Q: Some people are going to hear the lyric ‘Got shot off my horse, so what I’m up again’ on ‘Everybody Pays’ and think you’re talking about your accident.
A: Whatever works for you! When you want to sing and dance - when a kid tells me he wants to be a professional musician, I look at him and think well great but I know it’s going to kick him sometimes. The highs are high but the lows can be pretty low, too. In that sense it’s a little like sport because it’s something of a supercharged atmosphere. There’s the influence of Hank (Marvin) in my guitar there as there is in ‘Our Shangri-La’. That’s a song about getting the most out of the here and now. I love Hank’s playing.

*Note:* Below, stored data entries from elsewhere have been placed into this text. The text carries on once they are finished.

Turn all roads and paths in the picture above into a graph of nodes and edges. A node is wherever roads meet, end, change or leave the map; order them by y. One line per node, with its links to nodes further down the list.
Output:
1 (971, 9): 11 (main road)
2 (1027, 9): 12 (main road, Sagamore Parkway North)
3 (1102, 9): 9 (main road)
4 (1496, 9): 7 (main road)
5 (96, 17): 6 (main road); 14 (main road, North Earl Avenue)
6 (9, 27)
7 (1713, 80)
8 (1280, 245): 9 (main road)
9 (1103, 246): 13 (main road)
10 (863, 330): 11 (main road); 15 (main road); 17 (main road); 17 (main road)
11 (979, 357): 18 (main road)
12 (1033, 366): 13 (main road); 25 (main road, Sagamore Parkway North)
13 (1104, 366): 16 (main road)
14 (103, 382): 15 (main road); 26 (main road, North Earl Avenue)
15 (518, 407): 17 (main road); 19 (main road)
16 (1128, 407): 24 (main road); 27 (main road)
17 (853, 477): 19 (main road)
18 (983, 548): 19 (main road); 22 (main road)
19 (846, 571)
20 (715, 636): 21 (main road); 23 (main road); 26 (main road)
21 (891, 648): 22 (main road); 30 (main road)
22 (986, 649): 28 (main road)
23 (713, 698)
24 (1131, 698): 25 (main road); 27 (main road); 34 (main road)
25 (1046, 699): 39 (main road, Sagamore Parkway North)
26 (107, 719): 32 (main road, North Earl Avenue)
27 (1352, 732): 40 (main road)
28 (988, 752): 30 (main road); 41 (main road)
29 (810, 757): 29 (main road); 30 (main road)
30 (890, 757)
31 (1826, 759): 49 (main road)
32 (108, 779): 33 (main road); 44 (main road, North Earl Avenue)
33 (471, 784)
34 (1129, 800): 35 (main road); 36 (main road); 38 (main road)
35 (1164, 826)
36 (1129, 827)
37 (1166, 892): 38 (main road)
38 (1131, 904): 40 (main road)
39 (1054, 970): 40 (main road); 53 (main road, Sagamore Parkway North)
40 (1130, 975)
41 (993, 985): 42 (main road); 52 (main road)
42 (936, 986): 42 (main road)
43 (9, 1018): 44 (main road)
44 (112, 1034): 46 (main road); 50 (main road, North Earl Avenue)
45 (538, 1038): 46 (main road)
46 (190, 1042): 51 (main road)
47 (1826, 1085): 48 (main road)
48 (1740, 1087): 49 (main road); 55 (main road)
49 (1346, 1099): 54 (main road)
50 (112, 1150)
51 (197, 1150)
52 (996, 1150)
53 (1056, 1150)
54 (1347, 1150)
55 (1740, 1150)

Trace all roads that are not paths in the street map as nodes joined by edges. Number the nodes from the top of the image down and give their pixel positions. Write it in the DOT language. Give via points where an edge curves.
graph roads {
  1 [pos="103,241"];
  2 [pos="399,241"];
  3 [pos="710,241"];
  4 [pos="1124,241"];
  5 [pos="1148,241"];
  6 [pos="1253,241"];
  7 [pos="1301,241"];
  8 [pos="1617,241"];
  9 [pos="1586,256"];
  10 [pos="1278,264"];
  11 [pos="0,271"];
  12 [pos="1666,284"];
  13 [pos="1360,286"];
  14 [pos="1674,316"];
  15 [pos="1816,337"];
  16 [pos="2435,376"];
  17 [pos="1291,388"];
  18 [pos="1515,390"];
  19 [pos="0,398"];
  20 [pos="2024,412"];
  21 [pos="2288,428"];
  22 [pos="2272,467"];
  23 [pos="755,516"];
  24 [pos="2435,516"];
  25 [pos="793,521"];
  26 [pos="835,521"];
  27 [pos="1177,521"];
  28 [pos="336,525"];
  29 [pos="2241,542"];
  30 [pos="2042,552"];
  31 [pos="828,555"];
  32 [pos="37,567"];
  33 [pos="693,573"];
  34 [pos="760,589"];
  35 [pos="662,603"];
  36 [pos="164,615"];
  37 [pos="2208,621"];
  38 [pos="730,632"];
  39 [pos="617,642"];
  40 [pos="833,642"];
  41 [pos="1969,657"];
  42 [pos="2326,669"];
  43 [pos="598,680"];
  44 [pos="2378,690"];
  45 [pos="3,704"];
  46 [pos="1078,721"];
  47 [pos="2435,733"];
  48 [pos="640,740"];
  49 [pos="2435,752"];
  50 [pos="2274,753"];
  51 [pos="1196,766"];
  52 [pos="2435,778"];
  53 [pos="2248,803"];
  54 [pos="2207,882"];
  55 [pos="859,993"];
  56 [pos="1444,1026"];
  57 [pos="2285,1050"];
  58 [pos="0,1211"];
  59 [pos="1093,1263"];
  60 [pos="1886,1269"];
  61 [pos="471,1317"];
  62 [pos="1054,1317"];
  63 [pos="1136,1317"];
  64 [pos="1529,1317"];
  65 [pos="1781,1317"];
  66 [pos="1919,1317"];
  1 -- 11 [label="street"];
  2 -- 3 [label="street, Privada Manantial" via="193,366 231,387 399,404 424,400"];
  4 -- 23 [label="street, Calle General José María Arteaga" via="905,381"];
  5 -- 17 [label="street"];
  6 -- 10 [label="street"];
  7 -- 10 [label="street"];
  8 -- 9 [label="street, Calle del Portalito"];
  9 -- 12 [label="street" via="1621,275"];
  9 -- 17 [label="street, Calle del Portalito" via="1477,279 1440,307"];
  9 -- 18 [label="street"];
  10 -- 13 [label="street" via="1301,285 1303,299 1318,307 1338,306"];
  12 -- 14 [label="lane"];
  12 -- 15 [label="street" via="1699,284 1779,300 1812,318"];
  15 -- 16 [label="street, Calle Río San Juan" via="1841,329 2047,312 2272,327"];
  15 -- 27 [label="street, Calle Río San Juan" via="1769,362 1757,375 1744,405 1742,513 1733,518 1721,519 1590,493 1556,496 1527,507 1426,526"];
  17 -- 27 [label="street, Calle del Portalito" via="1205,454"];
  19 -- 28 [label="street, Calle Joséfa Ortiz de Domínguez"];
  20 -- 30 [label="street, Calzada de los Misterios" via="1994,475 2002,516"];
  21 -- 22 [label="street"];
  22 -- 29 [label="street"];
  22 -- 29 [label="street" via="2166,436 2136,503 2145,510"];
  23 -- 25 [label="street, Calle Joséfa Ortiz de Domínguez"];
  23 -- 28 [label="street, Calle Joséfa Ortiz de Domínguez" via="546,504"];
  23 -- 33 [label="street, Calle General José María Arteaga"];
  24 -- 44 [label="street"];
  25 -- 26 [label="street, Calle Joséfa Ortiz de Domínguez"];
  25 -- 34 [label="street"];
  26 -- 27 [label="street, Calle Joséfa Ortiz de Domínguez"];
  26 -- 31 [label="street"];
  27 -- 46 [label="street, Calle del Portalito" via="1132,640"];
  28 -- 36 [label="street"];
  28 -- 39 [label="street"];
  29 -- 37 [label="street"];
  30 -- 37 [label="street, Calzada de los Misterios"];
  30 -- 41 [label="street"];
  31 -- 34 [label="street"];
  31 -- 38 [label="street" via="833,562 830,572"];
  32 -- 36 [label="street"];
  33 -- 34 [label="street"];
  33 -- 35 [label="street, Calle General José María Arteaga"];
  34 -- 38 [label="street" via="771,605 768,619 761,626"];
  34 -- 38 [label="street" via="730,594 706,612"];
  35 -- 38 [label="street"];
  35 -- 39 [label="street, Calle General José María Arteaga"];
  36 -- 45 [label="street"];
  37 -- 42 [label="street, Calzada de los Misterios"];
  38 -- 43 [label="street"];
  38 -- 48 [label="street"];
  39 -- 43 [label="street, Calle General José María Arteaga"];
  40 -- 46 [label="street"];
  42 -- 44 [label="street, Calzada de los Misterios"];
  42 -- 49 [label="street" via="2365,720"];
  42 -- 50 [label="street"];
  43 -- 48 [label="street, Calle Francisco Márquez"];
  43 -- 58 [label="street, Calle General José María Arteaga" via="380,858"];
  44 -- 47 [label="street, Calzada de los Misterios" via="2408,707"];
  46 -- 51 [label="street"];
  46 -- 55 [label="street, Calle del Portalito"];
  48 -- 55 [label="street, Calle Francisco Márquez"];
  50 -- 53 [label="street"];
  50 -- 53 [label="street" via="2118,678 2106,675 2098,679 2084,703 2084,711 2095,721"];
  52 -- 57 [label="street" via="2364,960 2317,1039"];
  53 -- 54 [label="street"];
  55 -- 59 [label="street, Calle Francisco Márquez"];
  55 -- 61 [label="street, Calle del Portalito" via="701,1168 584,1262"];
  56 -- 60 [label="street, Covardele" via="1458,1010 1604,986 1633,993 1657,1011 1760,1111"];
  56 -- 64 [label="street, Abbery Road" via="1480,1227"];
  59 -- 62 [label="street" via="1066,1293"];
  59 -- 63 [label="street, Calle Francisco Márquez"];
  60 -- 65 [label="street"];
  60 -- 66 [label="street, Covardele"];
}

He’s the reason my first guitar had to be red.
Q: In amongst all this creativity on your own album, you’ve also been working on a duets record with Emmylou Harris, haven’t you?
A: Yes, we’ve managed to get in the odd recording session here and there over the past few years. I hope we can get a record out before too long - it’s been so easy to do and Emmy is so fab, so we’ll hopefully have that too.
Q: Having had to postpone a tour because of the accident you must be itching to get back on the road.
A: I’m looking forward to getting out there. I missed a tour and that never happens. Playing live has always been such a big part of it all for me. I’m one of the lucky ones: I’m happy writing and recording, rehearsing and playing live - the whole cycle.